The registration statement for the Company’s IPO was declared effective on January 12, 2021. On January 12, 2021, the Company consummated the IPO of 17,500,000 units (the “Units” and, with respect to the Class A common stock included in the Units sold, the “Public Shares”), which includes the partial exercise by the underwriter of its over-allotment option in the amount of 2,200,000 Units, at $10.00 per Unit, generating gross proceeds of $175,000,000 (Note 3).

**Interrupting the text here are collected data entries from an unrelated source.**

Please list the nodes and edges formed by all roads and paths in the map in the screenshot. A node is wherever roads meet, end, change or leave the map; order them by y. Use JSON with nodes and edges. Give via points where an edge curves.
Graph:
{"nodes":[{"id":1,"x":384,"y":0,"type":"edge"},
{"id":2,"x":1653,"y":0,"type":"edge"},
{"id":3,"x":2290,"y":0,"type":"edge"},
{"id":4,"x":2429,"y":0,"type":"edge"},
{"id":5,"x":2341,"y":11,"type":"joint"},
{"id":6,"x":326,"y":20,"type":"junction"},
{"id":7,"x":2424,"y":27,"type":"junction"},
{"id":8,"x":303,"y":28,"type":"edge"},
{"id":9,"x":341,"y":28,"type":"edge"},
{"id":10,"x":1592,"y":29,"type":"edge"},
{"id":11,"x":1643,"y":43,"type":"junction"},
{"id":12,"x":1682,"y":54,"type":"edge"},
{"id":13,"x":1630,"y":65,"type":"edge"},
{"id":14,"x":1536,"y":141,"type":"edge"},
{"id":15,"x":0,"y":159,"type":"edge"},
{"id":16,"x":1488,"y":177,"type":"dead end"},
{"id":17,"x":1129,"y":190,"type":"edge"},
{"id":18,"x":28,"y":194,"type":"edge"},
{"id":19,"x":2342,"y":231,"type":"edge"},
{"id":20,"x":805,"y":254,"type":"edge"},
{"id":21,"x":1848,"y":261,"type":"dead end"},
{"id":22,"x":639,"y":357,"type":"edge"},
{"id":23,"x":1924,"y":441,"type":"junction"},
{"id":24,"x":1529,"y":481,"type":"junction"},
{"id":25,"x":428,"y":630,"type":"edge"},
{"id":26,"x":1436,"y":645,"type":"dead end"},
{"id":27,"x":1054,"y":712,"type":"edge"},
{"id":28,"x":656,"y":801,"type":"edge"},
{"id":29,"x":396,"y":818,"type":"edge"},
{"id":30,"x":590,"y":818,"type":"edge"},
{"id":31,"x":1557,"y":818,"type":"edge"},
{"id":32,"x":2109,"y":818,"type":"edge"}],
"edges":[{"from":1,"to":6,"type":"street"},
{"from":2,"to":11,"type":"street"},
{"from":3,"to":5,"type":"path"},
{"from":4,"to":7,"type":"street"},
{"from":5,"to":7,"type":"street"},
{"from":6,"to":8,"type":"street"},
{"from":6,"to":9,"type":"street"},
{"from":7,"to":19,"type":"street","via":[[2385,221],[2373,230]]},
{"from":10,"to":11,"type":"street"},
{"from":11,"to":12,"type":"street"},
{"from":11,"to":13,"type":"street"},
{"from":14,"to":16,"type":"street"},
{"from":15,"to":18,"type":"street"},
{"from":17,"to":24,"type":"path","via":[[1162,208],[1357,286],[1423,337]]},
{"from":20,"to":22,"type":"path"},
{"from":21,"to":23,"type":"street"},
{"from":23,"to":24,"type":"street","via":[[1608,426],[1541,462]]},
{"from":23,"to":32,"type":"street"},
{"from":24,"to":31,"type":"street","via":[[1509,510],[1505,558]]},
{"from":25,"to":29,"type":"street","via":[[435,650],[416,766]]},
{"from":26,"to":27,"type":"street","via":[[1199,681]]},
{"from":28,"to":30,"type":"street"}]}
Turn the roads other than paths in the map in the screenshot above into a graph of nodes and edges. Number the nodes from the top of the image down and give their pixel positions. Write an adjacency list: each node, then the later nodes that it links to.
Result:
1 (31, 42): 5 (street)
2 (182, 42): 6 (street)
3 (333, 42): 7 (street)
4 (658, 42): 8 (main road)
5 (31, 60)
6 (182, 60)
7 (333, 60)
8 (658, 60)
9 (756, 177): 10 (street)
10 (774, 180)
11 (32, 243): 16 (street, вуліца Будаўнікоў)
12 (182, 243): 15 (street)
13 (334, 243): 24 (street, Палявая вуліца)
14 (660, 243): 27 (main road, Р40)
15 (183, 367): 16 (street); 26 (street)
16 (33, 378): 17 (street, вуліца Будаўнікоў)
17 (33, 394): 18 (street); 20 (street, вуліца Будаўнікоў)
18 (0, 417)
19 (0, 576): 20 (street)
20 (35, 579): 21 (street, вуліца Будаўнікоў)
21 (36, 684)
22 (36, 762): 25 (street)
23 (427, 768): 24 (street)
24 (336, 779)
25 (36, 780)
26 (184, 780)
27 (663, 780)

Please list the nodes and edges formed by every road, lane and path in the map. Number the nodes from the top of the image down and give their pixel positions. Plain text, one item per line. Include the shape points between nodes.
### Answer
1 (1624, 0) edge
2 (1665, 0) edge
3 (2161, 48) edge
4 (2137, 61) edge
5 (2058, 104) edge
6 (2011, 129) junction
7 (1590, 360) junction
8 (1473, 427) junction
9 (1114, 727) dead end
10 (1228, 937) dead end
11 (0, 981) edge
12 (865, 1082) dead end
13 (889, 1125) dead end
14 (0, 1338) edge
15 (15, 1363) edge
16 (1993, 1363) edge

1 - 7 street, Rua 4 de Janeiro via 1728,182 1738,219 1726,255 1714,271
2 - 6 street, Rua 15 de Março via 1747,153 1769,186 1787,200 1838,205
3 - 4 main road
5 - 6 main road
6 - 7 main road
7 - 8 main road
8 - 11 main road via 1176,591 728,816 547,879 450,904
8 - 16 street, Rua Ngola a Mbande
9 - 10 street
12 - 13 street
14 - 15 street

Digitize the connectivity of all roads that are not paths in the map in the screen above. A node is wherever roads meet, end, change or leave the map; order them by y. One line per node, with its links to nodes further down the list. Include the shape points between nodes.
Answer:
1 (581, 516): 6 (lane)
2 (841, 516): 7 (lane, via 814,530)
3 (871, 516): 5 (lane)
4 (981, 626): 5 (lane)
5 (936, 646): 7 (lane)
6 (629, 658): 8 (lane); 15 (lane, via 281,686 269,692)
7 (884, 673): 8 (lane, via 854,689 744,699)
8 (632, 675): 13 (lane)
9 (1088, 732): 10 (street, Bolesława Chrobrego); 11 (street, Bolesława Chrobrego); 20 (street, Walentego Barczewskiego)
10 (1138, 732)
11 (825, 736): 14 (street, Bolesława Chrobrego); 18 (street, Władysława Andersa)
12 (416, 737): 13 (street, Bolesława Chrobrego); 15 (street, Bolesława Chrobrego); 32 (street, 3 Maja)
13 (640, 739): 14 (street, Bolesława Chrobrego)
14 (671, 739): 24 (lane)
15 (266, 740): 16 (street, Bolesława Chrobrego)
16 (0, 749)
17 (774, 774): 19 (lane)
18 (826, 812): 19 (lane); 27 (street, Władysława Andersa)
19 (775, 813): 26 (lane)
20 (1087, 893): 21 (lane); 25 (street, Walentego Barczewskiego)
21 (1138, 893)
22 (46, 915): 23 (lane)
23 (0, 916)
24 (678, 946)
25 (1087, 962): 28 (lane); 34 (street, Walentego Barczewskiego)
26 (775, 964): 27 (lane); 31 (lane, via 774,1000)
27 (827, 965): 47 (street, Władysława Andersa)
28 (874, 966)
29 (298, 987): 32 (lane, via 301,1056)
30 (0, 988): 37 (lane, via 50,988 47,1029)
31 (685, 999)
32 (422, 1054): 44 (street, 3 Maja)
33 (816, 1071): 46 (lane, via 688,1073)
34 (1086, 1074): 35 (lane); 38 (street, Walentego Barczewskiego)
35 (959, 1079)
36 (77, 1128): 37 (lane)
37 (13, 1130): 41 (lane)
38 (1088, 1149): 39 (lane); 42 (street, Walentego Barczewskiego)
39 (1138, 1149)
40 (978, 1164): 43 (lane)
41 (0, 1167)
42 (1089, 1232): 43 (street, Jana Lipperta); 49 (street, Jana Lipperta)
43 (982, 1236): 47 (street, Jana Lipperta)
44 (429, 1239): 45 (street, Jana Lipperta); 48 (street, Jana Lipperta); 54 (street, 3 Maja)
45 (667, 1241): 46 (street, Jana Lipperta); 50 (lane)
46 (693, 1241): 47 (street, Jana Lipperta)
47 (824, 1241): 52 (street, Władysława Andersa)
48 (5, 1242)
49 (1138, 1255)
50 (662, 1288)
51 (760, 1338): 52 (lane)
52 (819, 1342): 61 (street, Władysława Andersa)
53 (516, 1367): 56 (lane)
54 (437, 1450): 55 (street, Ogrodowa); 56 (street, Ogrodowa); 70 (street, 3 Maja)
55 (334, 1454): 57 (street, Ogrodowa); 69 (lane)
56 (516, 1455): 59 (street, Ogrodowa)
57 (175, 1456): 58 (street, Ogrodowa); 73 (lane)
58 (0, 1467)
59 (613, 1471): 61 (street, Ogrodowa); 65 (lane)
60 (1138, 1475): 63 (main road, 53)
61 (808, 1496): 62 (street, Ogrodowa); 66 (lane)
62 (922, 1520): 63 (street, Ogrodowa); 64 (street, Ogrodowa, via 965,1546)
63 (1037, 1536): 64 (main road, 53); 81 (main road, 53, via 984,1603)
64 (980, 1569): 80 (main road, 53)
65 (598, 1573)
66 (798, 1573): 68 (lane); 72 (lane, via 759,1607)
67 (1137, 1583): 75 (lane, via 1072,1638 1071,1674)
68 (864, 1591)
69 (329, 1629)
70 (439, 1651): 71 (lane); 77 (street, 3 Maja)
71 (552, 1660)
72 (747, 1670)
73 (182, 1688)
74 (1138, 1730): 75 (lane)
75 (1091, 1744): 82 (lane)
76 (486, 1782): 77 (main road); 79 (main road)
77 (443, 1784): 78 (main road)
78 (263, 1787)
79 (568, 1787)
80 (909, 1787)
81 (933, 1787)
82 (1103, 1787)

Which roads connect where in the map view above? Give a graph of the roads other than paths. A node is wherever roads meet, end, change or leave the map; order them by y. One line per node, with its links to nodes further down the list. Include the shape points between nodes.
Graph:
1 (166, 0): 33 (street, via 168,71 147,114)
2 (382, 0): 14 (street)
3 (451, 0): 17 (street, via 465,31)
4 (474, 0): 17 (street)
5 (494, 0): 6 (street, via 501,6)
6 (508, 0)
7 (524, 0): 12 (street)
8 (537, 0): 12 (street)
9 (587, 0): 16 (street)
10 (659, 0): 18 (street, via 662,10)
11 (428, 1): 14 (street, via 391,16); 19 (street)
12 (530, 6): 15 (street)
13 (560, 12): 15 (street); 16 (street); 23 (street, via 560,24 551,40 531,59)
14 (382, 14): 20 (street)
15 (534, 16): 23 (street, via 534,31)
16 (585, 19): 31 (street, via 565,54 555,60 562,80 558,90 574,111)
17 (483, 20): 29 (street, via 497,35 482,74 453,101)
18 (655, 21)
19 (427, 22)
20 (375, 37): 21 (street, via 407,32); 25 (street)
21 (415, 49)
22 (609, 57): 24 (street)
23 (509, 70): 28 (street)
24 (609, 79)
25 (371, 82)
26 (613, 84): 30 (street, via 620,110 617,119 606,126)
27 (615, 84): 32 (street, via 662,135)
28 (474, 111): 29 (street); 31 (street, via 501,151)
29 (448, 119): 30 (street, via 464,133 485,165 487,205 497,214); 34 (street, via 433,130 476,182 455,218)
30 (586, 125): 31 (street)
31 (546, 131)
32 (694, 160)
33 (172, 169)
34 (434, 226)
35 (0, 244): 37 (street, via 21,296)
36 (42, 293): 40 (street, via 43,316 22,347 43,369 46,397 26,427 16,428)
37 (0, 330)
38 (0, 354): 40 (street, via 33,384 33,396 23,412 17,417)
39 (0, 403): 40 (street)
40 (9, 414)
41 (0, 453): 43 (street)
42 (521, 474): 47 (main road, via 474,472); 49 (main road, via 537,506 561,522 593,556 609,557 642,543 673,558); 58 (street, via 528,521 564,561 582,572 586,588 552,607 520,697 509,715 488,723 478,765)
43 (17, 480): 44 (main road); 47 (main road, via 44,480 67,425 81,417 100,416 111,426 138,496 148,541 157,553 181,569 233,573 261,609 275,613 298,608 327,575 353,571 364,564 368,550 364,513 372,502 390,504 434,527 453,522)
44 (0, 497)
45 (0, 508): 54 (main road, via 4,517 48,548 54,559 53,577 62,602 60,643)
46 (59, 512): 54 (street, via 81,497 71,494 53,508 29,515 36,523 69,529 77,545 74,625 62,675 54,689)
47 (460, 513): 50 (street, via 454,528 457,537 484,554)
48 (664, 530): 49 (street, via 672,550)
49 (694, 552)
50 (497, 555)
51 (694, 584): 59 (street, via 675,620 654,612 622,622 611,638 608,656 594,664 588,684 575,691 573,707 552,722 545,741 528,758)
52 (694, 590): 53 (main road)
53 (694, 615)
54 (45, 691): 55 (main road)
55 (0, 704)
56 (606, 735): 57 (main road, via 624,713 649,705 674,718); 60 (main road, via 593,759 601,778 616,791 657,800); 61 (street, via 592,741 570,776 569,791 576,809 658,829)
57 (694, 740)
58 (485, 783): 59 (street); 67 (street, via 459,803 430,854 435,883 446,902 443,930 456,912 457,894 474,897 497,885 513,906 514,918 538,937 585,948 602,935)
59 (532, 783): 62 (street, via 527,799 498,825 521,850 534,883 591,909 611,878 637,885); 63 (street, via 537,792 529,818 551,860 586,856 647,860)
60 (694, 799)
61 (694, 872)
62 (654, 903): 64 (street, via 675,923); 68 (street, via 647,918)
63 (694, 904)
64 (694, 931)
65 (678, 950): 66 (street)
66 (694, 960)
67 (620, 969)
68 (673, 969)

Simultaneously with the closing of the IPO, the Company consummated the sale of 545,000 units (the “Placement Units”) at a price of $10.00 per Placement Unit in a private placement to Locust Walk Sponsor, LLC (the “Sponsor”), that closed simultaneously with the IPO, generating gross proceeds of $5,450,000 (Note 4).
Transaction costs amounted to $10,097,226, consisting of $3,060,000 in cash underwriting fees, $6,565,000 of deferred underwriting fees and $472,226 of other offering costs.
Following the closing of the IPO, $175,000,000 was placed in a trust account (the “Trust Account”) and invested in U.S. government securities, within the meaning set forth in Section 2(a)(16) of the Investment Company Act of 1940, as amended (the “Investment Company Act”), with a maturity of 185 days or less, or in any open-ended investment company that holds itself out as a money market fund selected by the Company meeting the conditions of Rule 2a-7 of the Investment Company Act, as determined by the Company, until the earlier of: (i) the consummation of a Business Combination; (ii) the redemption of any Public Shares in connection with a stockholder vote to amend the Company’s Amended and Restated Certificate of Incorporation to modify the substance or timing of the Company’s obligation to redeem 100% of its Public Shares if it does not complete an initial Business Combination within 24 months from the consummation of the IPO (the “Combination Period”); or (iii) the distribution of the Trust Account, as described below, except that interest earned on the Trust Account can be released to pay the Company’s tax obligations, if the Company is unable to complete an initial Business Combination within the Combination Period or upon any earlier liquidation of the Company.